3. Switched – Julian Edelman
It is one of the greatest questions in football, how Bill Belichick, Tom Brady, and the New England Patriots continue to turn these little-known wide receivers into perennial Pro Bowlers. The current incarnation of this is Julian Edelman, a nine-year pro out of Kent State. Edelman wasn’t selected until the 7th round of the 2009 NFL Draft, but this hasn’t stopped him from becoming Brady’s most reliable target. Maybe part of the feel that Edelman has for the passing game comes from the fact that he played quarterback in college. Despite playing primarily at quarterback in college, Edelman was an accomplished rusher and receiver. He actually beat the total yardage record set by Josh Cribbs at Kent State in 2003.
2. Should – Le’Veon Bell
Considering that Le’veon Bell is one of (if not the) premier running back in the NFL, I doubt that he envisions a position change for himself anytime in the near future. But maybe he should. Not only has Bell run for almost 1,300 yards this season, he has also caught 100 passes for over 600 yards. This made him the second leading receiver on the Steelers, and one of the best pass-catching backs in the league.
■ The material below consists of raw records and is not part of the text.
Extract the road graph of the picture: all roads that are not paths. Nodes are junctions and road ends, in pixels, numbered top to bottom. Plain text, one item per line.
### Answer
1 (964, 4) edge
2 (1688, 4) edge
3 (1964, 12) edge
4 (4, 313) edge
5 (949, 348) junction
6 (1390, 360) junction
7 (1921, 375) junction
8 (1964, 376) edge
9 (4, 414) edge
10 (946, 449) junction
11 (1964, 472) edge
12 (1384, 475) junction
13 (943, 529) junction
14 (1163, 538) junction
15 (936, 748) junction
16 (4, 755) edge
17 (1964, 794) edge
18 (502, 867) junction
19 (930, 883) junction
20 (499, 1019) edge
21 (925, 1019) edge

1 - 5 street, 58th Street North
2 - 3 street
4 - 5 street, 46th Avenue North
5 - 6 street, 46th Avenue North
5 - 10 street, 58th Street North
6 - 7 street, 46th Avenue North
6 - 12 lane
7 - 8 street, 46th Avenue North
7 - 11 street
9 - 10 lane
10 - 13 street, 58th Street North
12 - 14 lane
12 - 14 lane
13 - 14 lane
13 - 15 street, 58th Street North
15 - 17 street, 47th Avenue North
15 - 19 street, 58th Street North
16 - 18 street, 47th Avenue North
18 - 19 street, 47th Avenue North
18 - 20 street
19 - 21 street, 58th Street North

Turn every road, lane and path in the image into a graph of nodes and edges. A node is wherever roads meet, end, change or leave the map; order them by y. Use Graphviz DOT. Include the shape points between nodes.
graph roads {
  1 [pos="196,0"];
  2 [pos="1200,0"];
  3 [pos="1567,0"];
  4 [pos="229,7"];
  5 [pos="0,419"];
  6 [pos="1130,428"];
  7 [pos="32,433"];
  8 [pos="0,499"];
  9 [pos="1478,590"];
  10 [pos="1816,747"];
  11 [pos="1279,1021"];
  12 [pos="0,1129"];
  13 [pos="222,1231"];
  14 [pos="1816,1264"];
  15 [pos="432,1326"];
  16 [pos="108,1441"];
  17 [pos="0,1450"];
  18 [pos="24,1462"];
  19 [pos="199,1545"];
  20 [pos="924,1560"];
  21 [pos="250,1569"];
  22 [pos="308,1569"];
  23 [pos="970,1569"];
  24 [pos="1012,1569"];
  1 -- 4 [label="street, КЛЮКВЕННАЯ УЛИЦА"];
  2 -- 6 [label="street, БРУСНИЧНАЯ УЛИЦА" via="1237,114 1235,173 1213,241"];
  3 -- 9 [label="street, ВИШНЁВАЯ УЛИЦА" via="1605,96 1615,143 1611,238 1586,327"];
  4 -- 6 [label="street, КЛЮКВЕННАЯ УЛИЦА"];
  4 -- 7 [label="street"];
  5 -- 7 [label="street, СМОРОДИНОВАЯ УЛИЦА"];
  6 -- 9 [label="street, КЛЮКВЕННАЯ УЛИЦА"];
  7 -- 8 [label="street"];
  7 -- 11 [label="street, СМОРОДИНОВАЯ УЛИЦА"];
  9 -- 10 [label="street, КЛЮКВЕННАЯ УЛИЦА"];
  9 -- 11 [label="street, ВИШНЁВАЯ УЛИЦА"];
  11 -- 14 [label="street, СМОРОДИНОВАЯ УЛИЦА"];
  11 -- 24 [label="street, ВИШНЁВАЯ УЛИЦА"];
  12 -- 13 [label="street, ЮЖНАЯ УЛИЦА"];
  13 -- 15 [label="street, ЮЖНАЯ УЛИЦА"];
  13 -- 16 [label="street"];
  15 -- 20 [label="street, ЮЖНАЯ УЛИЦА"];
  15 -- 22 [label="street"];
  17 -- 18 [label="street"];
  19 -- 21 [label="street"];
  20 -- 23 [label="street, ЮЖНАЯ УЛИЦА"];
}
Given the limited shelf life of NFL running backs, a position switch to wide receiver may significantly prolong the career of Bell, one of the most dynamic offensive players in the entire league. While this would certainly cut into Bell’s earning potential (something he has been very reluctant to do), it may be the best thing for Bell in the long run both statistically and financially.
1. Switched – J.J. Watt
Despite being an incredibly small program, Central Michigan University has seen quite a few productive players make waves in the NFL. Given the programs lack of winning ways, however, one can legitimately question how these All-Star players were handled at Central Michigan. A perfect example of this is J.J. Watt. The All-Pro defensive end (and perhaps the greatest NFL defensive player since Lawrence Taylor) was recruited by CMU to play tight end. After a full season of being minimally effective, the CMU coaching staff suggested that Watt transition and play offensive tackle. Instead, Watt elected to walk onto the University of Wisconsin team, and has since come to redefine the defensive end position. The rest, as they say, is history.